Kim visits military as Koreas slide into Cold War standoff
Kim visits military as Koreas slide into Cold War standoff
Kim Jong Un called the nuclear test "a self-defensive step for reliably defending the peace on the Korean Peninsula and the regional security from the danger of nuclear war caused by the US-led imperialists," according to a dispatch on Sunday from state-run Korean Central News Agency.

Seoul: North Korea's leader has taken a victory tour of military headquarters to celebrate the country's widely disputed claim of a hydrogen bomb test. Kim Jong Un called the nuclear test "a self-defensive step for reliably defending the peace on the Korean Peninsula and the regional security from the danger of nuclear war caused by the US-led imperialists," according to a dispatch on Sunday from state-run Korean Central News Agency.

"It is the legitimate right of a sovereign state and a fair action that nobody can criticize," Kim was reported as saying during his tour of the People's Armed Forces Ministry. The tone of Kim's comments, which sought to glorify him and justify a test that has been viewed with outrage by much of the world, is typical of state media propaganda.

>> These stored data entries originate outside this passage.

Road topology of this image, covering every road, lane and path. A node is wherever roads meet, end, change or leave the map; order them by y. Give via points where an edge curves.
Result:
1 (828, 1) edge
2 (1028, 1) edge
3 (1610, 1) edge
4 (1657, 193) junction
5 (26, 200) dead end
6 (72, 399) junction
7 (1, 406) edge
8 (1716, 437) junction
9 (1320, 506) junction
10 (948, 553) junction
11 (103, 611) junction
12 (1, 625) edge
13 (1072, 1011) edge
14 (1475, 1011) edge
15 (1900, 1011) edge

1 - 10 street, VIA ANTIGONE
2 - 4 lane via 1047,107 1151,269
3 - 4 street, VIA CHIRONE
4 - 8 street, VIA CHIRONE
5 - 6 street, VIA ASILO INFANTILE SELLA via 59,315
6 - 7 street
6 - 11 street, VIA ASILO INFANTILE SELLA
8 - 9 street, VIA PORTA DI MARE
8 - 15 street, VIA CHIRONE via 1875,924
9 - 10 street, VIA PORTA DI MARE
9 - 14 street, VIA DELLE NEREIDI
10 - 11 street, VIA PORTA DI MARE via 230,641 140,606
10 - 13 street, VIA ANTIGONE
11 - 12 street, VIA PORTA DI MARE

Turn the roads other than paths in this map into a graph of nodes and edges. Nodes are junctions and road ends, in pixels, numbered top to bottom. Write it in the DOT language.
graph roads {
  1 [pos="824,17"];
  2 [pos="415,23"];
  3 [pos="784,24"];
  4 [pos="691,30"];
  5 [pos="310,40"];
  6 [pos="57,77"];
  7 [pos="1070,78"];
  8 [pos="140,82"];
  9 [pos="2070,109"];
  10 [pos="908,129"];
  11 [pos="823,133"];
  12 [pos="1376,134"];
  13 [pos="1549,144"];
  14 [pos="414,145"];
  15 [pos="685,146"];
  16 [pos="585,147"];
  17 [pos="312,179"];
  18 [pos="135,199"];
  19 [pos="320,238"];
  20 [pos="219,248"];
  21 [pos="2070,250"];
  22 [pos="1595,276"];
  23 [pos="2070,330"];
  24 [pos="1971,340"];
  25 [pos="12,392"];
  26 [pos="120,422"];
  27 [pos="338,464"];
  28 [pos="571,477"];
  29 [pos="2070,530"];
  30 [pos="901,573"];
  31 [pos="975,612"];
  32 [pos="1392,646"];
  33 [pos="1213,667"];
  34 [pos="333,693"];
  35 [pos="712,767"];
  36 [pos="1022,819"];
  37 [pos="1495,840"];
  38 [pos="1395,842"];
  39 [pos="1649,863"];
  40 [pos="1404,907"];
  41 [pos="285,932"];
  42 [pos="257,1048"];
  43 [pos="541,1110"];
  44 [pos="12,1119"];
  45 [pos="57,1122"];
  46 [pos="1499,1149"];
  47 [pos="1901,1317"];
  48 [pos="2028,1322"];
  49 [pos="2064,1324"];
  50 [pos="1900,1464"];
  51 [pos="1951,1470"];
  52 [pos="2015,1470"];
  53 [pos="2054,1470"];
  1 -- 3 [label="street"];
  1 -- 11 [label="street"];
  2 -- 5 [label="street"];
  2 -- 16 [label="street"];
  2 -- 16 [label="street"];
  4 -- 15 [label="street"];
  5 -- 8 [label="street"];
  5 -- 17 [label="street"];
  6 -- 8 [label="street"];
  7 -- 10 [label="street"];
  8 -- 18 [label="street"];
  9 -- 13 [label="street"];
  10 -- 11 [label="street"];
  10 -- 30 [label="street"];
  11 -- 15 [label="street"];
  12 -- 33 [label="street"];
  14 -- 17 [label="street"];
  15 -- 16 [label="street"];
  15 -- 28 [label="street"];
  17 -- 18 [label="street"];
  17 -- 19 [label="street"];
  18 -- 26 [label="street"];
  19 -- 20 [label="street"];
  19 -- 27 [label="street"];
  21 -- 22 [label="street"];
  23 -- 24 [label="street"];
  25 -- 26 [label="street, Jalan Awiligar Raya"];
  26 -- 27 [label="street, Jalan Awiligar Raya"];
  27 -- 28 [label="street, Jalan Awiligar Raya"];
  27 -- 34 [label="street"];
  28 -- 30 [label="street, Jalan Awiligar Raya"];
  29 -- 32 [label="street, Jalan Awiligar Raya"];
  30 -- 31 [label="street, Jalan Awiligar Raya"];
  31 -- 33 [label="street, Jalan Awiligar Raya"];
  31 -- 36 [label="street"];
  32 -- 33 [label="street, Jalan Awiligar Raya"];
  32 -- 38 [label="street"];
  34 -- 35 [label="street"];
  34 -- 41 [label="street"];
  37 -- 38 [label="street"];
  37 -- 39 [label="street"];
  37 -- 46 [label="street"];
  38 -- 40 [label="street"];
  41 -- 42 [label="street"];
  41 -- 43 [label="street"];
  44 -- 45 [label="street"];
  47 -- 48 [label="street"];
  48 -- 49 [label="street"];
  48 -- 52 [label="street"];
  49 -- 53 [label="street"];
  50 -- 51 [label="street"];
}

But they also provide insight into North Korea's long-maintained argument that it is the presence of tens of thousands of US troops in South Korea and Japan, and a "hostile" US policy that seeks to topple the government in Pyongyang, that make North Korea's pursuit of nuclear weapons absolutely necessary.

Kim posed for photos with leading military officials in front of statues of the two members of his family who had led the country previously -- Kim Jong Il and Kim Il Sung. In his reported comments, he also sought to link the purported success of the nuclear test to a ruling Workers' Party convention in May, the party's first since 1980. He's expected to use the congress to announce major state policies and shake up the country's political elite to further consolidate his power.

Kim's tour came as world powers looked for ways to punish the North over a nuclear test that, even if not of a hydrogen bomb, still likely pushes Pyongyang closer to its goal of a nuclear-armed missile that can reach the US mainland. In the wake of the test on Wednesday, the two Koreas have settled into the kind of Cold War-era standoff that has defined their relationship over the past seven decades.

Since Friday, South Korea has been blasting anti-Pyongyang propaganda from huge speakers along the border, and the North is reportedly using speakers of its own in an attempt to keep its soldiers from hearing the South Korean messages.